Tra tutti noi sistemammo i fiori sull’arco e anche nei vasi, questa volta mi fecero staccare i petali dal cempasuchil che andava rotto o piegato per segnare il percorso dalla porta fino all’altare. La nostra casa odorava di dolce, di incenso e marmellata di albicocche, zucca e cioccolato e la luce del sole che veniva dalla sera illuminava tutto come fosse ambra. Poco prima che calasse la notte e le campane annunciassero l’arrivo delle anime, vidi Nana Jovita dirigersi verso l’altare e sistemare due dolci di marzapane nascondendoli tra i fiori.
Mi sembrò strano perché lei era l’unica in casa a mangiarli, ma quando sei un bambino non dai molta importanza alle cose che dovrebbero averne. Si cominciarono a sentire i primi rintocchi e accendemmo le candele, bianche e rosse come piacevano a Tata Polito; sistemammo il cibo e mettemmo anche una bambola e una trottola, nel caso si fosse avvicinata qualche piccola anima.
Restammo lì a guardare e ad aspettare, un paio d’ore dopo decidemmo che era venuto il momento di andare al cimitero. Nana Jovita disse che sarebbe andata a dormire perché era molto stanca, salutò tutti con un bacio e un abbraccio e andò a letto. Il resto di noi uscì di casa verso il cimitero. Lungo la strada incontrai di nuovo la donna con lo scialle nero: veniva dall’altro lato della strada, il suo viso era coperto, ma la vidi sorridere e farmi l’occhiolino. Sentii qualcosa allo stomaco, come una trafittura, ma non le detti importanza e continuai a camminare.

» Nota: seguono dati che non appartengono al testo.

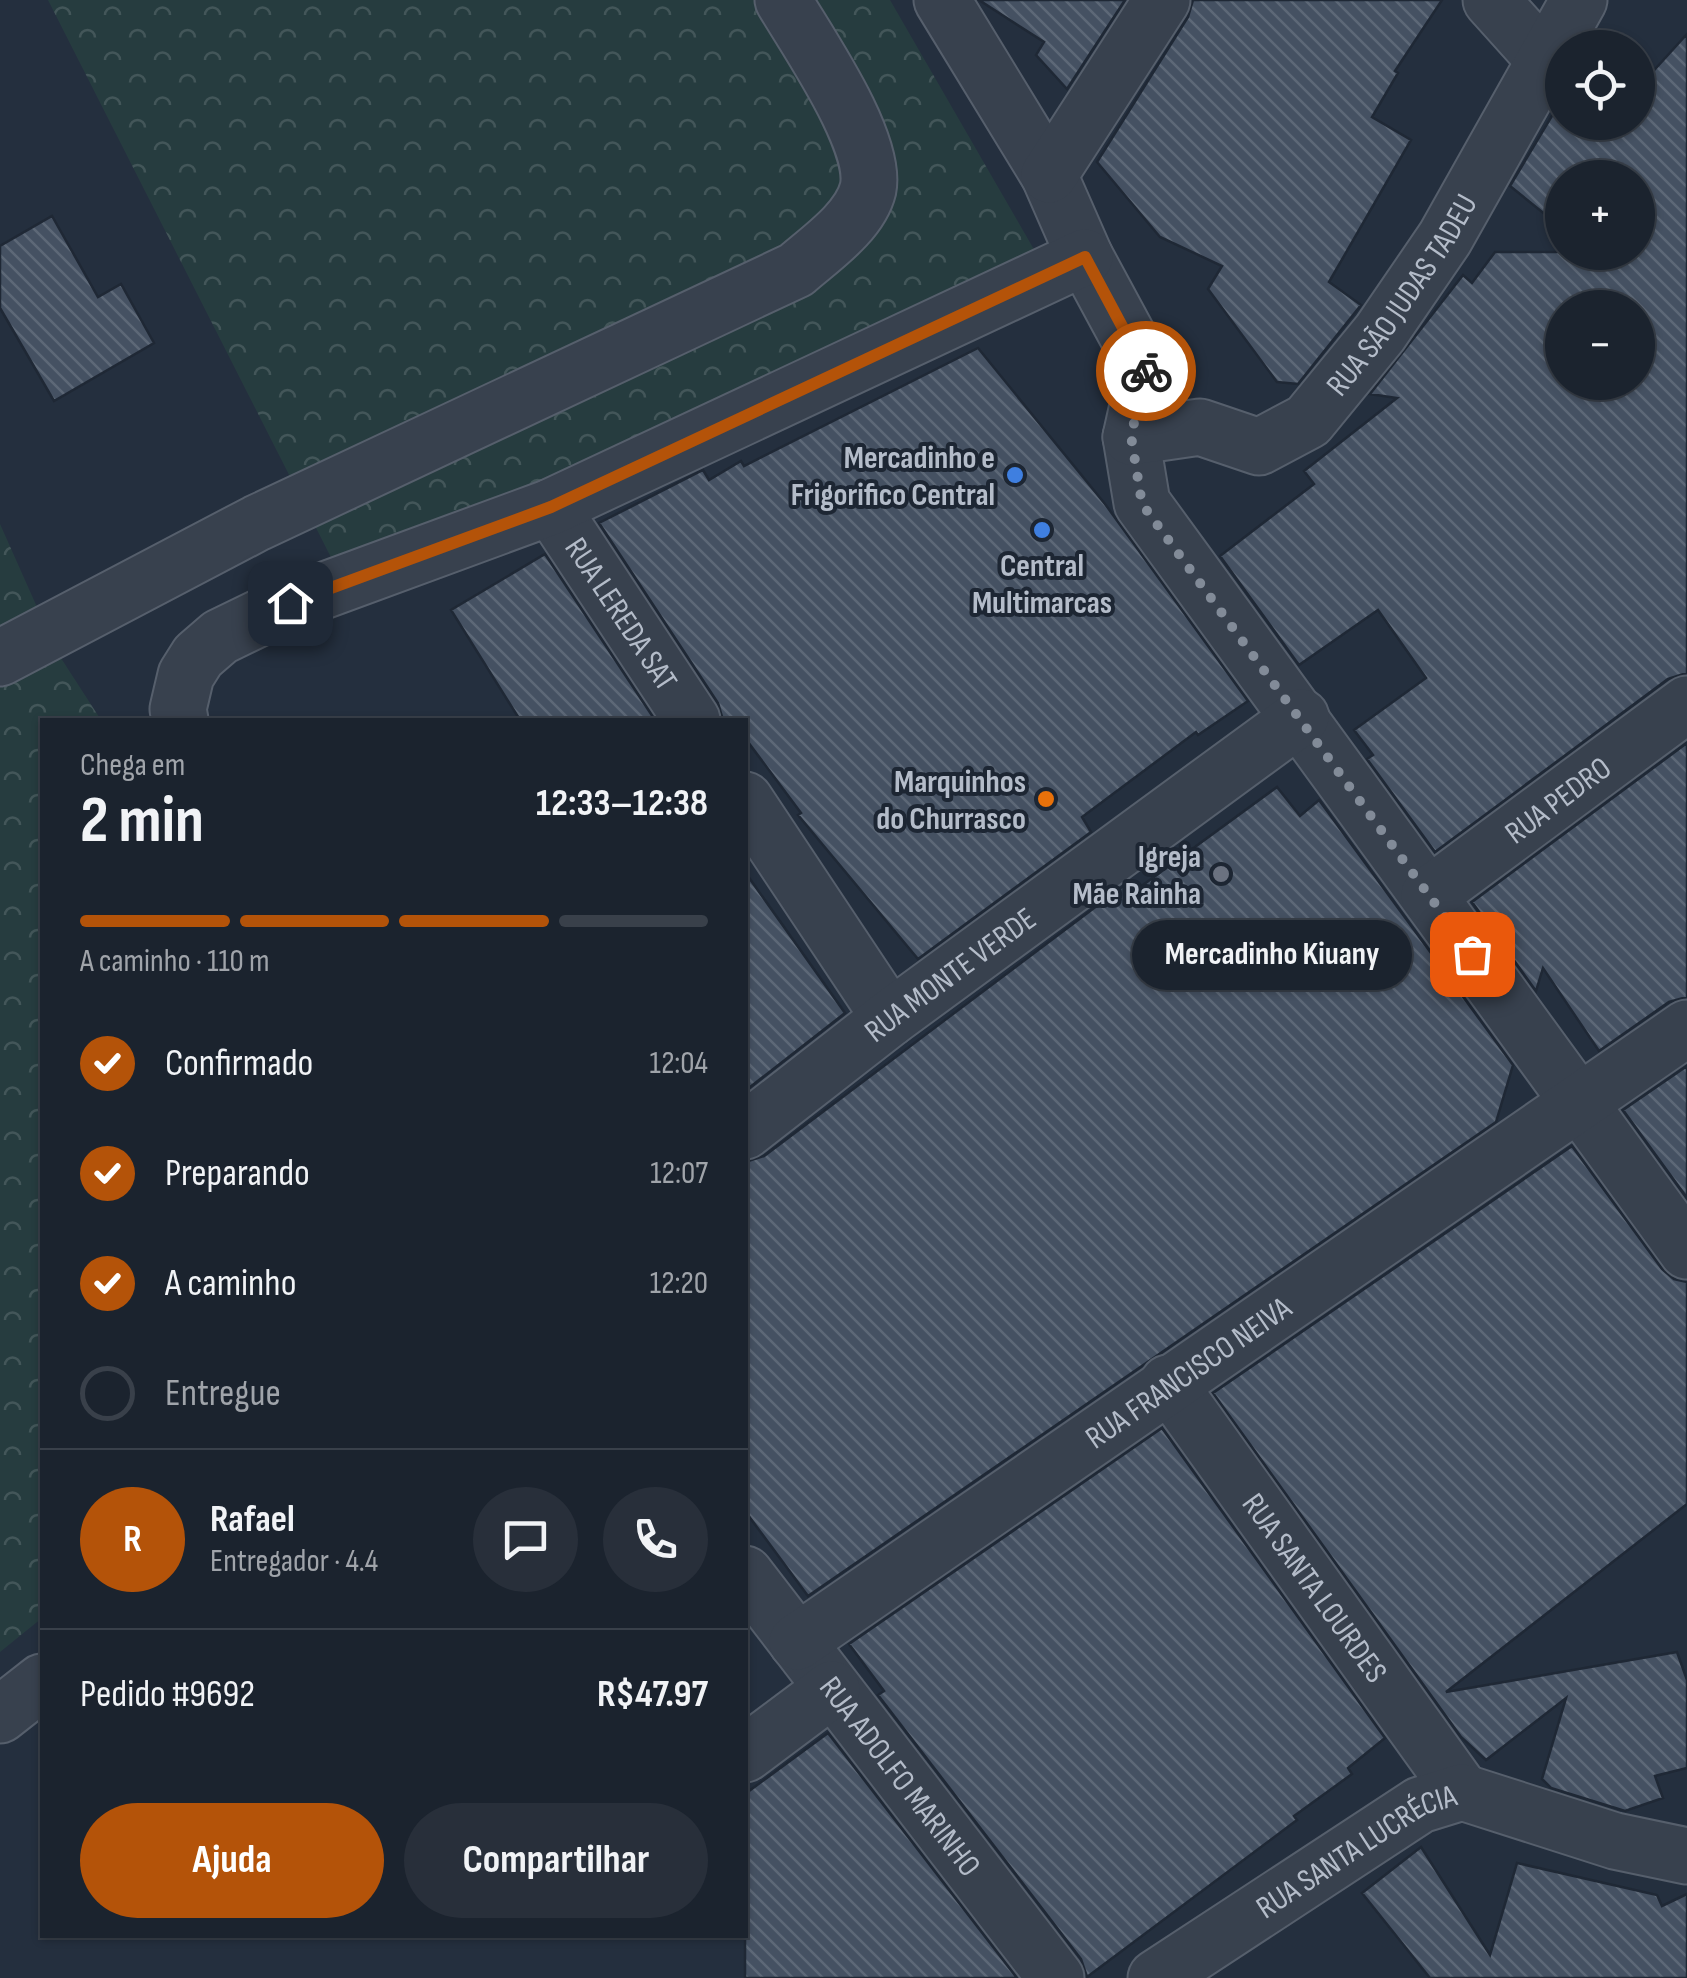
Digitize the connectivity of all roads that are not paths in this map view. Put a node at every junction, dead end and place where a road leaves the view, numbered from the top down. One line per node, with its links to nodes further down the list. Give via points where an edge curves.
1 (783, 0): 11 (street, via 850,116 866,162 868,188 834,237 796,270)
2 (942, 0): 7 (street)
3 (1162, 0): 7 (street)
4 (1492, 0): 6 (street)
5 (1579, 0): 6 (street, RUA SÃO JUDAS TADEU)
6 (1544, 59): 9 (street, RUA SÃO JUDAS TADEU, via 1445,238 1349,375 1308,421 1259,447 1200,428)
7 (1049, 175): 8 (street)
8 (1085, 257): 9 (street, via 1146,370); 10 (street)
9 (1131, 436): 15 (street, via 1142,504)
10 (551, 507): 12 (street); 17 (street, RUA LEREDA SAT)
11 (257, 523): 12 (street); 13 (street)
12 (290, 603): 16 (street, via 220,637 198,656 186,675)
13 (0, 658)
14 (1687, 704): 19 (street, RUA PEDRO)
15 (1301, 717): 19 (street); 20 (street, RUA MONTE VERDE)
16 (180, 718)
17 (691, 718)
18 (748, 805): 20 (street)
19 (1429, 895): 22 (street)
20 (890, 1018): 23 (street, RUA MONTE VERDE)
21 (1687, 1028): 22 (street, RUA FRANCISCO NEIVA)
22 (1579, 1102): 24 (street); 25 (street, RUA FRANCISCO NEIVA)
23 (748, 1128)
24 (1687, 1251)
25 (1168, 1382): 27 (street, RUA FRANCISCO NEIVA); 32 (street, RUA SANTA LOURDES)
26 (748, 1578): 27 (street, RUA ADOLFO MARINHO)
27 (797, 1642): 29 (street, RUA ADOLFO MARINHO)
28 (40, 1684): 30 (street)
29 (832, 1689): 31 (street); 34 (street, RUA ADOLFO MARINHO)
30 (0, 1715)
31 (748, 1752)
32 (1462, 1792): 33 (street, RUA SANTA LUCRÉCIA, via 1615,1841); 35 (street, RUA SANTA LUCRÉCIA, via 1420,1805)
33 (1687, 1856)
34 (1056, 1978)
35 (1156, 1978)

Tornammo prima dell’alba e l’asino stava cantando; quando lo zio Ramón lo sentì diventò più pallido di quanto non fosse.
Corremmo nella stanza di Nana Jovita e la trovammo con gli occhi chiusi: se n’era andata durante la notte, quella donna l’aveva presa proprio come aveva fatto con mia zia, mio ​​padre e mio fratello. La morte mi aveva sorriso e mia nonna mi regalò il suo ultimo ricordo di marzapane per onorarla sempre in quel pomeriggio di novembre.